Demikian diungkapkan Muhammad Fikri mempertahankan desertasinya pada Ujian Terbuka promosi doktor di Program Studi (Prodi) Doktor Hukum Islam, Fakultas Ilmu Agama Islam, Universitas Islam Indonesia (FIAI UII), Senin (6/6/2022). Muhammad Fikri mengangkat judul desertasi ‘Pariwisata Syariah Perspektif Fikih dan Budaya, di Lombok Nusatenggara Barat.’

Bacaan Lainnya

Desertasi tersebut berhasil dipertahankan di depan Tim Penguji yang terdiri dari Prof Fathul Wahid, ST, MSc, PhD (Ketua Sidang/Rektor UII), Dr Drs Yusdani, MAg (Sekretaris), Prof Dr Amir Mu’allim, MIS (Promotor), Dr Drs Sarbini, MPhil. (Co Promotor), Dr Nur Kholis, SAg, SEI, M Sh Ec Anggota), Dr Unggul Priyadi, MSi (Anggota), dan Dr M Muslich KS, MAg (Anggota).

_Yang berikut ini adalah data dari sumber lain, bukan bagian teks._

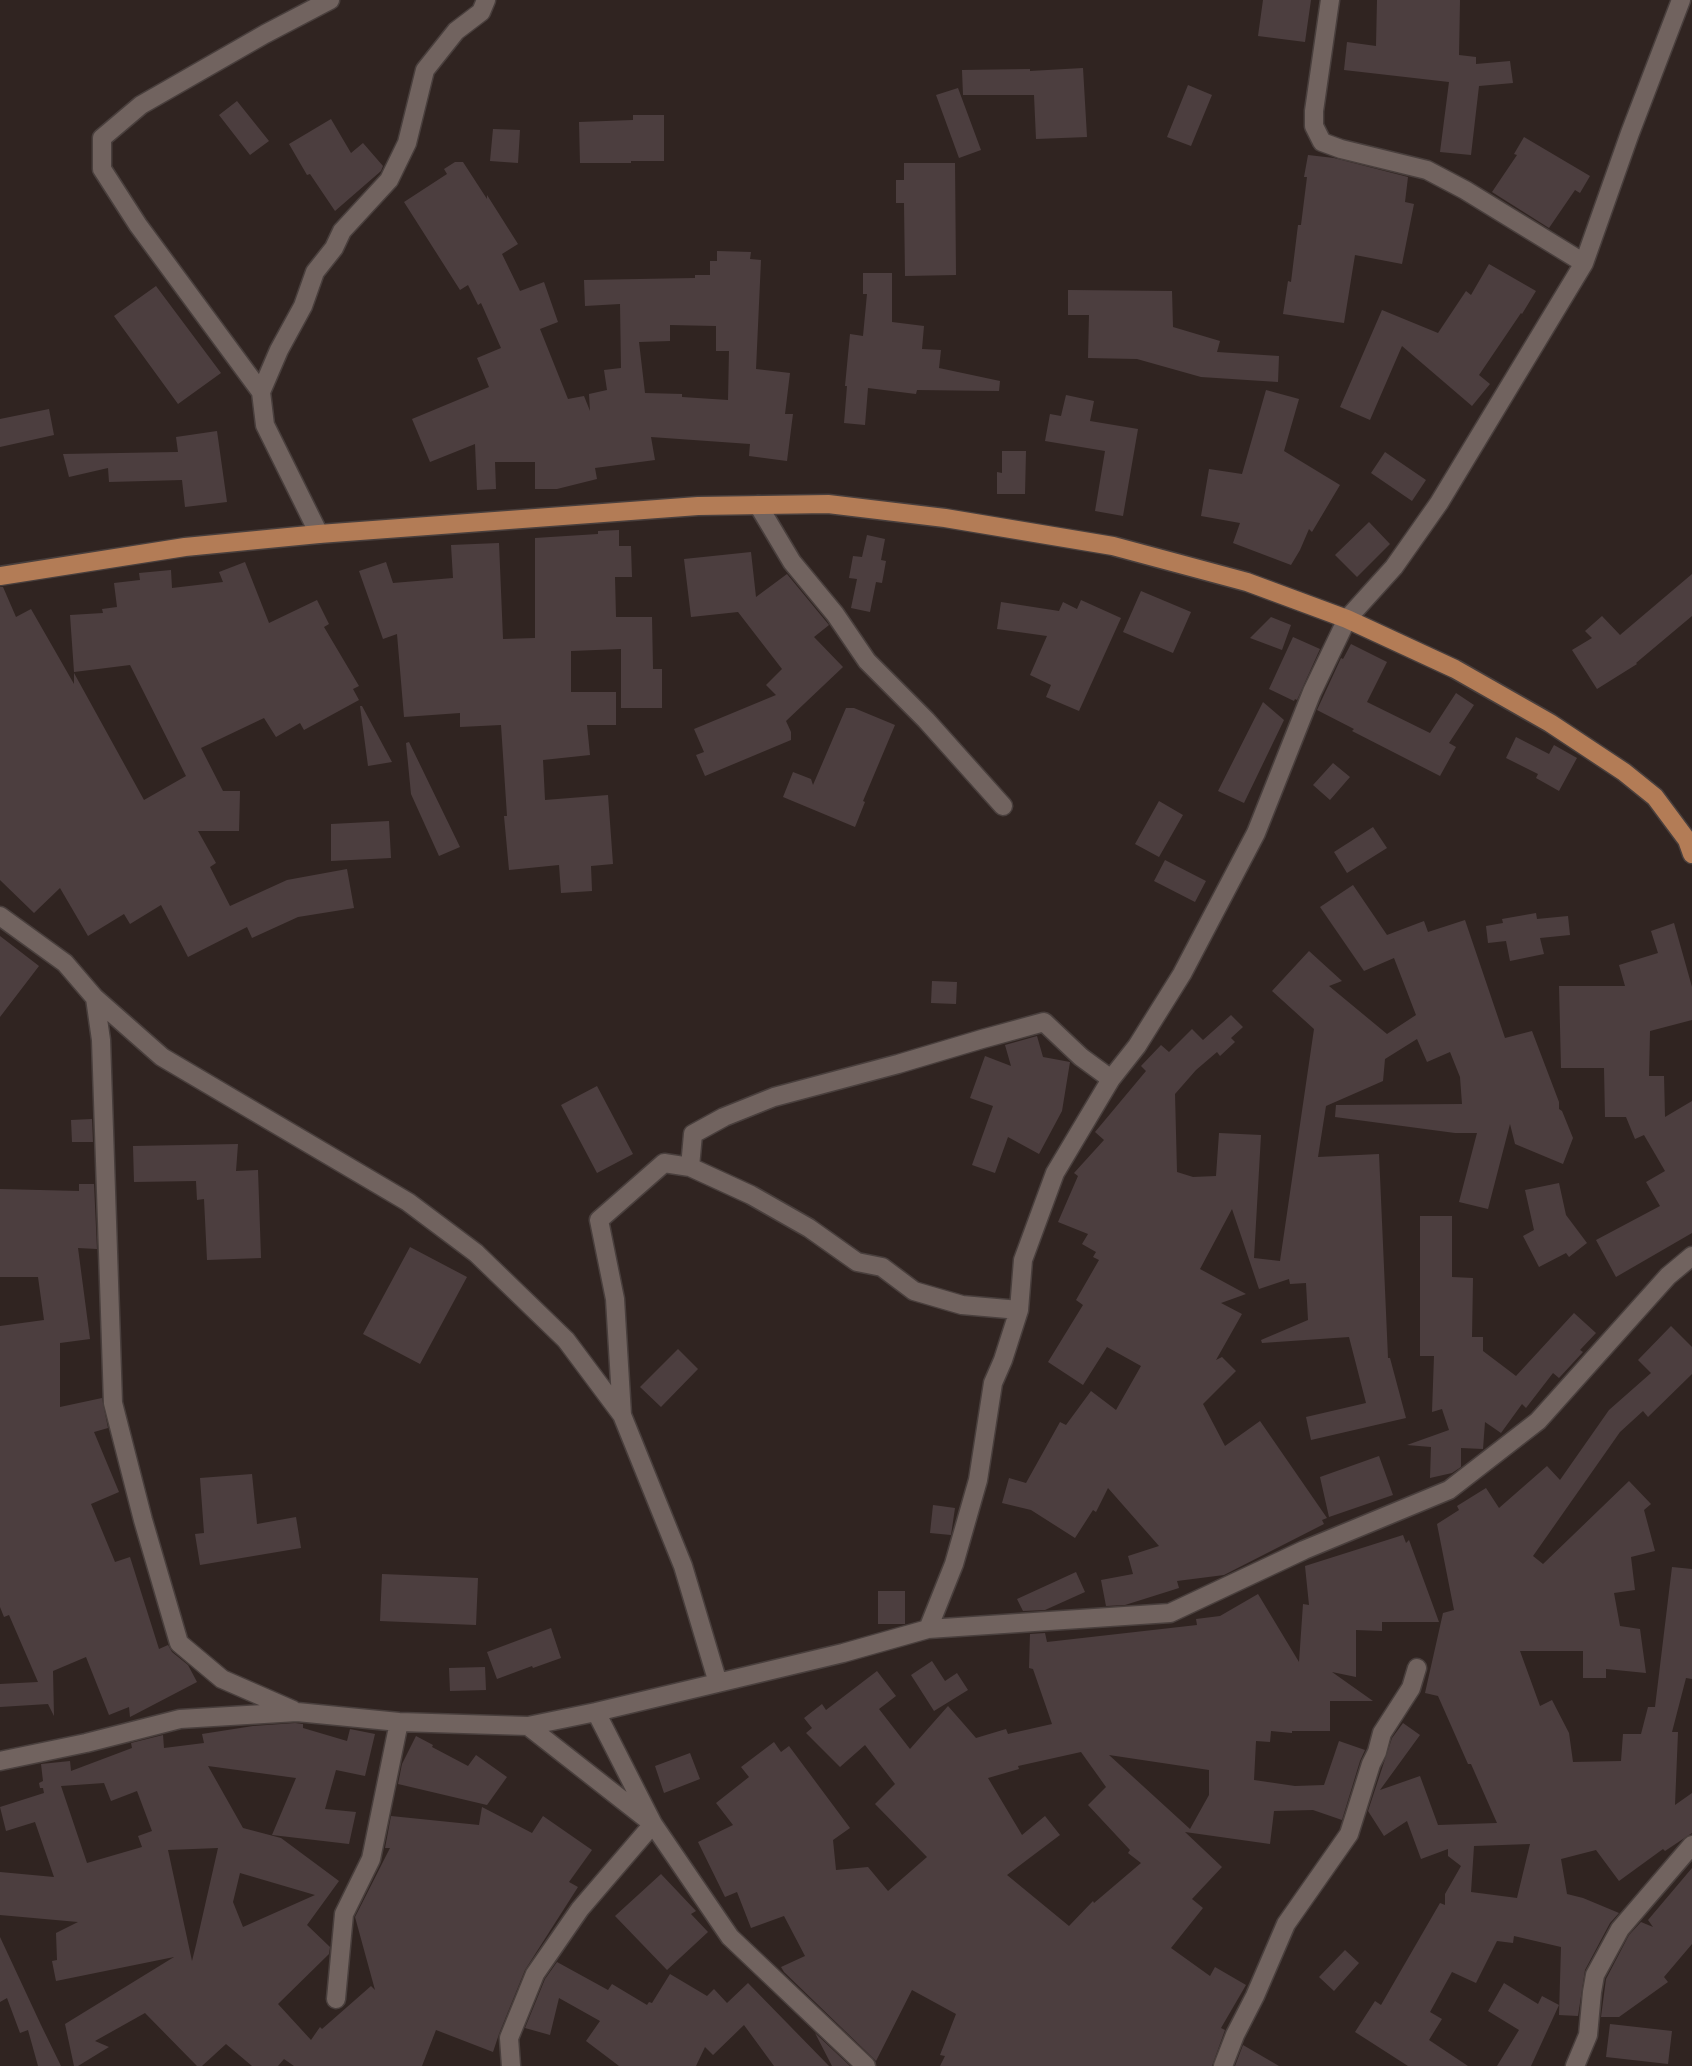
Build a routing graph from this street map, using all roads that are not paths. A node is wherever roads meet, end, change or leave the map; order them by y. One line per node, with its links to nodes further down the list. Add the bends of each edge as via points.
1 (330, 0): 6 (street, via 141,105 102,138 102,169 138,225)
2 (486, 0): 6 (street, via 481,12 456,31 424,70 407,143 389,180 342,231 315,272 303,306)
3 (1330, 0): 5 (street, via 1314,111 1314,126 1322,142 1427,170)
4 (1681, 0): 5 (street)
5 (1584, 263): 10 (street, via 1439,503 1394,567)
6 (261, 392): 8 (street, via 265,425)
7 (758, 505): 8 (main road, via 558,515); 10 (main road, via 828,504 945,518 1113,546 1247,582); 11 (street, via 792,562 867,661)
8 (319, 534): 9 (main road, via 185,547)
9 (0, 576)
10 (1347, 619): 12 (main road, via 1455,669 1550,723 1655,797); 15 (street, via 1312,692 1256,832 1182,974 1137,1046)
11 (1003, 806)
12 (1690, 844)
13 (0, 916): 14 (street, via 65,963)
14 (96, 998): 19 (street, via 162,1057 408,1202 476,1253 566,1340); 23 (street, via 101,1040 113,1403 143,1520 179,1643 222,1679)
15 (1111, 1079): 16 (street, via 1044,1022 774,1097 723,1117 693,1134); 18 (street, via 1055,1173 1023,1260)
16 (690, 1167): 18 (street, via 751,1195 809,1228 857,1262 882,1267 914,1291 962,1305); 19 (street, via 664,1163 599,1220 615,1299)
17 (1692, 1256): 20 (street, via 1668,1276 1538,1421 1449,1490 1304,1550 1170,1613)
18 (1019, 1310): 20 (street, via 993,1383 978,1480 954,1564)
19 (622, 1415): 22 (street, via 683,1566)
20 (928, 1629): 22 (street)
21 (1418, 1668): 33 (street, via 1411,1688 1382,1733 1349,1834 1286,1924)
22 (718, 1683): 24 (street)
23 (297, 1712): 25 (street); 27 (street, via 180,1719)
24 (596, 1712): 26 (street); 28 (street)
25 (399, 1722): 26 (street); 30 (street, via 371,1859 344,1914)
26 (528, 1726): 28 (street)
27 (0, 1761)
28 (653, 1824): 31 (street, via 580,1910 535,1974 509,2038); 32 (street, via 730,1936)
29 (1692, 1845): 34 (street, via 1620,1929 1595,1974 1588,2035)
30 (336, 1999)
31 (510, 2066)
32 (866, 2066)
33 (1223, 2066)
34 (1575, 2066)

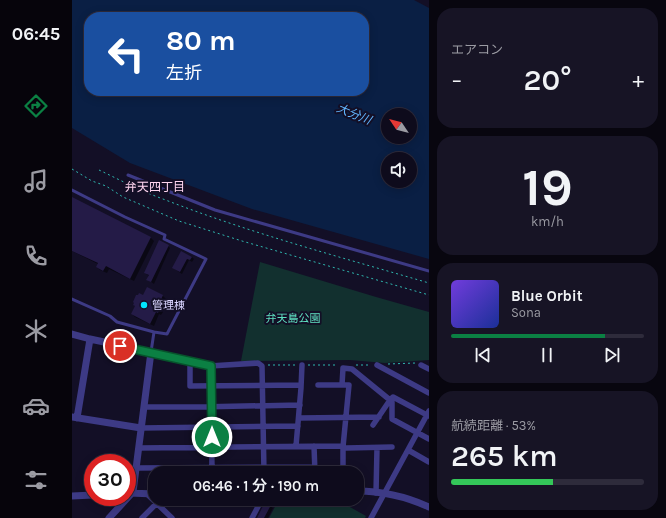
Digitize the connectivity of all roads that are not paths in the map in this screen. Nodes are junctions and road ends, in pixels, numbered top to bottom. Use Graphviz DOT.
graph roads {
  1 [pos="128,175"];
  2 [pos="72,190"];
  3 [pos="429,271"];
  4 [pos="72,299"];
  5 [pos="154,332"];
  6 [pos="72,334"];
  7 [pos="90,339"];
  8 [pos="151,352"];
  9 [pos="190,361"];
  10 [pos="377,364"];
  11 [pos="302,365"];
  12 [pos="421,365"];
  13 [pos="211,366"];
  14 [pos="429,369"];
  15 [pos="263,385"];
  16 [pos="301,385"];
  17 [pos="318,385"];
  18 [pos="342,385"];
  19 [pos="211,386"];
  20 [pos="429,393"];
  21 [pos="390,400"];
  22 [pos="300,405"];
  23 [pos="144,406"];
  24 [pos="211,406"];
  25 [pos="263,406"];
  26 [pos="428,414"];
  27 [pos="75,417"];
  28 [pos="379,417"];
  29 [pos="299,418"];
  30 [pos="346,418"];
  31 [pos="373,425"];
  32 [pos="263,426"];
  33 [pos="298,426"];
  34 [pos="212,427"];
  35 [pos="141,428"];
  36 [pos="417,433"];
  37 [pos="429,439"];
  38 [pos="296,446"];
  39 [pos="314,446"];
  40 [pos="212,447"];
  41 [pos="264,447"];
  42 [pos="343,447"];
  43 [pos="392,447"];
  44 [pos="139,448"];
  45 [pos="377,448"];
  46 [pos="408,450"];
  47 [pos="429,462"];
  48 [pos="212,466"];
  49 [pos="264,466"];
  50 [pos="315,466"];
  51 [pos="343,466"];
  52 [pos="136,468"];
  53 [pos="148,468"];
  54 [pos="364,491"];
  55 [pos="376,492"];
  56 [pos="136,493"];
  57 [pos="148,494"];
  58 [pos="384,494"];
  59 [pos="84,495"];
  60 [pos="72,496"];
  61 [pos="119,506"];
  62 [pos="154,506"];
  63 [pos="160,506"];
  64 [pos="258,506"];
  65 [pos="429,506"];
  66 [pos="109,518"];
  67 [pos="142,518"];
  68 [pos="171,518"];
  69 [pos="252,518"];
  70 [pos="371,518"];
  1 -- 3 [label="lane"];
  2 -- 5 [label="lane"];
  4 -- 5 [label="lane"];
  5 -- 8 [label="lane"];
  6 -- 7 [label="street"];
  7 -- 8 [label="street"];
  7 -- 27 [label="street"];
  8 -- 9 [label="street"];
  8 -- 23 [label="street"];
  9 -- 13 [label="street"];
  9 -- 19 [label="street"];
  10 -- 20 [label="street"];
  11 -- 16 [label="street"];
  12 -- 14 [label="street"];
  13 -- 15 [label="street"];
  13 -- 19 [label="street"];
  15 -- 16 [label="street"];
  15 -- 19 [label="street"];
  15 -- 25 [label="street"];
  16 -- 22 [label="street"];
  17 -- 18 [label="street"];
  18 -- 21 [label="street"];
  18 -- 30 [label="street"];
  19 -- 24 [label="street"];
  21 -- 26 [label="street"];
  21 -- 28 [label="street"];
  21 -- 36 [label="street"];
  22 -- 25 [label="street"];
  22 -- 29 [label="street"];
  23 -- 24 [label="street"];
  23 -- 35 [label="street"];
  24 -- 25 [label="street"];
  24 -- 34 [label="street"];
  25 -- 32 [label="street"];
  26 -- 36 [label="street"];
  27 -- 35 [label="street"];
  28 -- 30 [label="street"];
  28 -- 31 [label="street"];
  29 -- 30 [label="street"];
  29 -- 33 [label="street"];
  30 -- 42 [label="street"];
  32 -- 33 [label="street"];
  32 -- 34 [label="street"];
  32 -- 41 [label="street"];
  33 -- 38 [label="street"];
  34 -- 35 [label="street"];
  34 -- 40 [label="street"];
  35 -- 44 [label="street"];
  36 -- 37 [label="street"];
  36 -- 46 [label="street"];
  38 -- 39 [label="street"];
  38 -- 41 [label="street"];
  39 -- 42 [label="street"];
  39 -- 50 [label="street"];
  40 -- 41 [label="street"];
  40 -- 44 [label="street"];
  40 -- 48 [label="street"];
  41 -- 49 [label="street"];
  42 -- 45 [label="street"];
  42 -- 51 [label="street"];
  43 -- 45 [label="street"];
  44 -- 52 [label="street"];
  45 -- 55 [label="street"];
  46 -- 47 [label="street"];
  46 -- 58 [label="street"];
  52 -- 53 [label="street"];
  54 -- 55 [label="street"];
  55 -- 58 [label="street"];
  56 -- 57 [label="street"];
  58 -- 65 [label="street"];
  58 -- 70 [label="street"];
  59 -- 60 [label="street"];
  61 -- 66 [label="street"];
  62 -- 67 [label="street"];
  63 -- 68 [label="street"];
  64 -- 69 [label="street"];
}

Dijelaskan Muhammad Fikri, pariwisata syari’ah masih menuai kontroversi di tengah-tengah masyarakat, baik pada aspek hukum, konsep, dan penerapannya. Di samping itu juga, pengembangan kebijakan pariwisata syari’ah di Lombok Nusa Tenggara Barat juga menyimpan permasalahan tata kelolanya.

“Hal ini terjadi karena belum kuatnya landasan ontologi, epistemologi, dan aksiologi yang berbasis pada nilai-nilai Pancasila, budaya serta kearifan lokal,” kata Muhammad Fikri.

Saat ini, kata Muhammad Fikri, pariwisata bukan hanya sekedar kebutuhan pelengkap manusia. Sebab fitrah manusia membutuhkan kesenangan, ketenangan, pengalaman, mempererat budaya, mencari ilmu serta mencari kebahagiaan. Sehingga setiap orang perlu melakukan perjalanan atau pariwisata karena pada hakikatnya manusia adalah makhluk pariwisata.

Lebih lanjut Muhammad Fikri menjelaskan manusia sebagai makhluk pariwisata, maka ia tidak bisa lepas dari namanya perjalanan wisata dan para wisatawan, baik wisatawan muslim dan wisatawan umum. Keduanya merupakan sektor yang mempengaruhi berkembang industri pariwisata, sehingga dalam pengembangannya dituntut untuk memperhatikan kebutuhan primer mereka. Di antaranya, memenuhi makanan dan minuman halal, serta penyediaan tempat ibadah seperti shalat dan puasa.

Hal tersebut dilakukan karena secara umum, pariwisata konvensional dan pariwisata syari’ah memiliki perbedaan yang mendasar. Pariwisata konvensional merupakan usaha-usaha wisata yang menjual jasa serta produk kepariwisataan yang tidak menggunakan prinsip syari’ah. Sedangkan pariwisata syari’ah merupakan usaha-usaha wisata dalam menjual jasa dan produk kepariwisataan dengan menggunakan prinsip syari’ah seperti yang telah ditentukan Dewan Syari’ah Nasional Majelis Ulama Indonesia (DSN MUI). 

Bisnis pariwisata yang berbasis syari’ah saat ini telah berkembang pesat seiring dengan perkembangan ekonomi syari’ah. Sehingga tidak menutup kemungkinan pariwisata syari’ah menjadi peluang bisnis yang besar.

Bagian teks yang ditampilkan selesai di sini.